A deep learning system for detecting security vulnerabilities in C/C++ source code, built by fine-tuning CodeBERT (125M params) with LoRA (Low-Rank Adaptation) on the BigVul dataset.
| Method | Precision | Recall | F1 Score | Accuracy |
|---|---|---|---|---|
| CodeBERT + LoRA (default threshold) | 74.10% | 70.07% | 72.03% | 72.79% |
| CodeBERT + LoRA (tuned threshold) | 64.35% | 87.94% | 74.32% | 69.61% |
| AST Rule-Based Scorer | 64.09% | 57.37% | 60.54% | 62.62% |
| Ensemble (CodeBERT + AST) | 62.71% | 89.50% | 73.75% | 68.14% |
Best F1: 74.32% on held-out test set (2,172 samples)
Input C/C++ Code
│
▼
┌──────────────┐ ┌──────────────────┐
│ Preprocess │ │ AST Risk Scorer │
│ (clean code)│ │ (12+ CWE rules) │
└──────┬───────┘ └────────┬──────────┘
│ │
▼ │
┌──────────────┐ │
│ CodeBERT │ │
│ + LoRA r=64 │ │
│ (125M params)│ │
└──────┬───────┘ │
│ │
▼ ▼
┌─────────────────────────────────┐
│ Ensemble (α-weighted) │
│ score = α·CB + (1-α)·AST │
└─────────────────────────────────┘
│
▼
SAFE / VULNERABLE
The model was trained using a two-stage approach that resolves the gradient conflict between LoRA adapters and the classifier head:
Stage 1 — Classifier Warmup (LoRA frozen)

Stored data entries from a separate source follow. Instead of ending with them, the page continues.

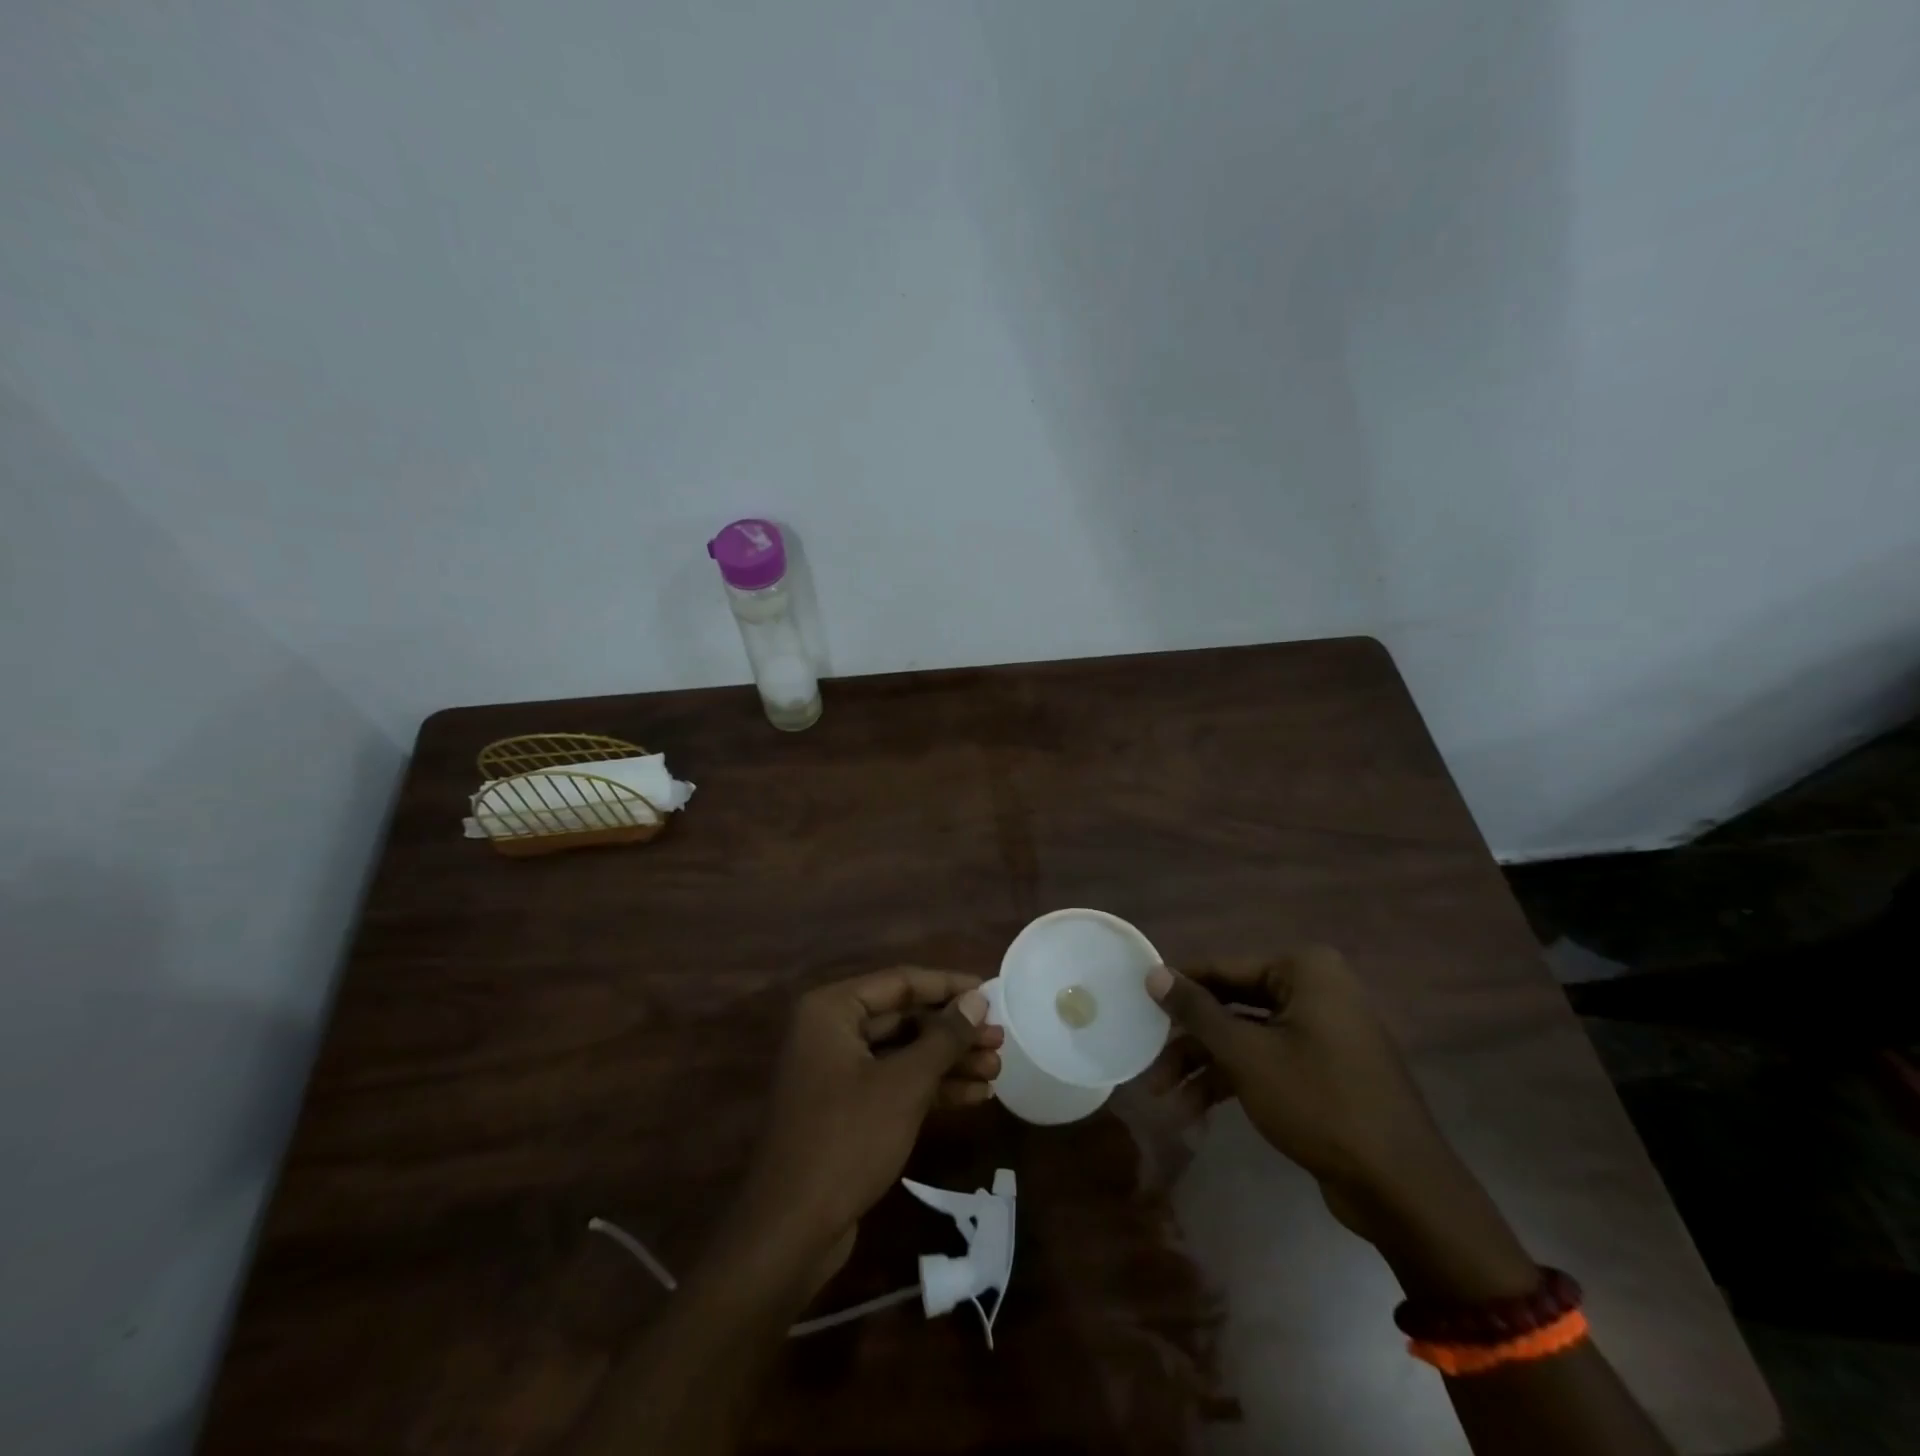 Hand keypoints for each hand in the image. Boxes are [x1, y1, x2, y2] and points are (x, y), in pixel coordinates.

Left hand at [730, 969, 999, 1285]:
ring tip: (997, 1069)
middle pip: (904, 1018)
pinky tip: (974, 1096)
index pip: (901, 982)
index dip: (949, 986)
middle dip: (953, 1031)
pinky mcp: (846, 1109)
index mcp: (832, 1010)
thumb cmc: (847, 1139)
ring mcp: (837, 1072)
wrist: (790, 1230)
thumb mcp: (904, 1083)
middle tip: (1000, 1039)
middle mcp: (831, 1031)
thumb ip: (944, 1037)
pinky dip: (931, 1088)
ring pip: (903, 1053)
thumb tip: (977, 1000)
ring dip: (948, 1061)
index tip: (991, 992)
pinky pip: (894, 1084)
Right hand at [1145, 948, 1438, 1191]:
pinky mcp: (1324, 1069)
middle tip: (1150, 1064)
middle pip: (1231, 1005)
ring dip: (1205, 1069)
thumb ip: (1196, 1011)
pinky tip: (1197, 1115)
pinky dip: (1233, 1083)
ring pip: (1245, 1039)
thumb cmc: (1318, 1103)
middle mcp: (1314, 990)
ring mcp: (1321, 1031)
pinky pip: (1267, 1062)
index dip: (1178, 989)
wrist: (1402, 1189)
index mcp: (1303, 970)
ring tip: (1166, 1102)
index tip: (1138, 1005)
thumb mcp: (1246, 1054)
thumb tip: (1153, 974)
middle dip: (1189, 1042)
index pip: (1222, 969)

- Only the classifier head is trainable (~1.2M params)
- Learning rate: 1e-3 (high — small MLP needs aggressive optimization)
- 2 epochs with cosine scheduler
- Result: F1 = 66.70%
Stage 2 — Joint Fine-Tuning (LoRA unfrozen)
- LoRA adapters + classifier jointly trained (~4.7M params)
- Learning rate: 5e-5 (lower for stability with 2× adapter params)
- 5 epochs with cosine scheduler
- Result: F1 = 68.41% (validation)
| Version | F1 | Key Change |
|---|---|---|
| v1 | 37.7% | Classifier head never trained |
| v2 | 60.2% | Basic LoRA |
| v4 | 64.1% | Focal loss (overfit) |
| v7 | 62.6% | LoRA+classifier gradient conflict identified |
| v9 | 69.8% | Two-stage training + 21K data |
| v10 | 74.3% | LoRA r=64 (doubled capacity) + threshold tuning |
- Source: BigVul — real-world C/C++ vulnerabilities from CVE/NVD
- Size: 21,720 balanced samples (10,860 vulnerable + 10,860 safe)
- Split: 80% train (17,376) / 10% validation (2,172) / 10% test (2,172)
- Top CWEs: CWE-119 (buffer overflow), CWE-20 (input validation), CWE-399 (resource management), CWE-125 (OOB read), CWE-200 (info leak), CWE-416 (use-after-free)
| Parameter | Value |
|---|---|
| Base Model | microsoft/codebert-base (RoBERTa architecture) |
| Total Parameters | 128.7M |
| Trainable (Stage 2) | 4.7M (3.7% of total) |
| LoRA Rank (r) | 64 |
| LoRA Alpha | 128 |
| LoRA Dropout | 0.15 |
| Target Modules | query, key, value |
| Max Sequence Length | 512 tokens |
| Training Precision | FP16 |
| Hardware | NVIDIA RTX 3050 (4GB VRAM) |
A hand-crafted vulnerability scorer covering 12+ CWE categories:
- CWE-119/125/787: Buffer overflow, OOB read/write (strcpy, sprintf, memcpy patterns)
- CWE-20: Input validation (copy_from_user, unchecked return values)
- CWE-416: Use-after-free detection
- CWE-415: Double free detection
- CWE-190: Integer overflow (arithmetic without bounds)
- CWE-362: Race conditions (lock/unlock mismatch)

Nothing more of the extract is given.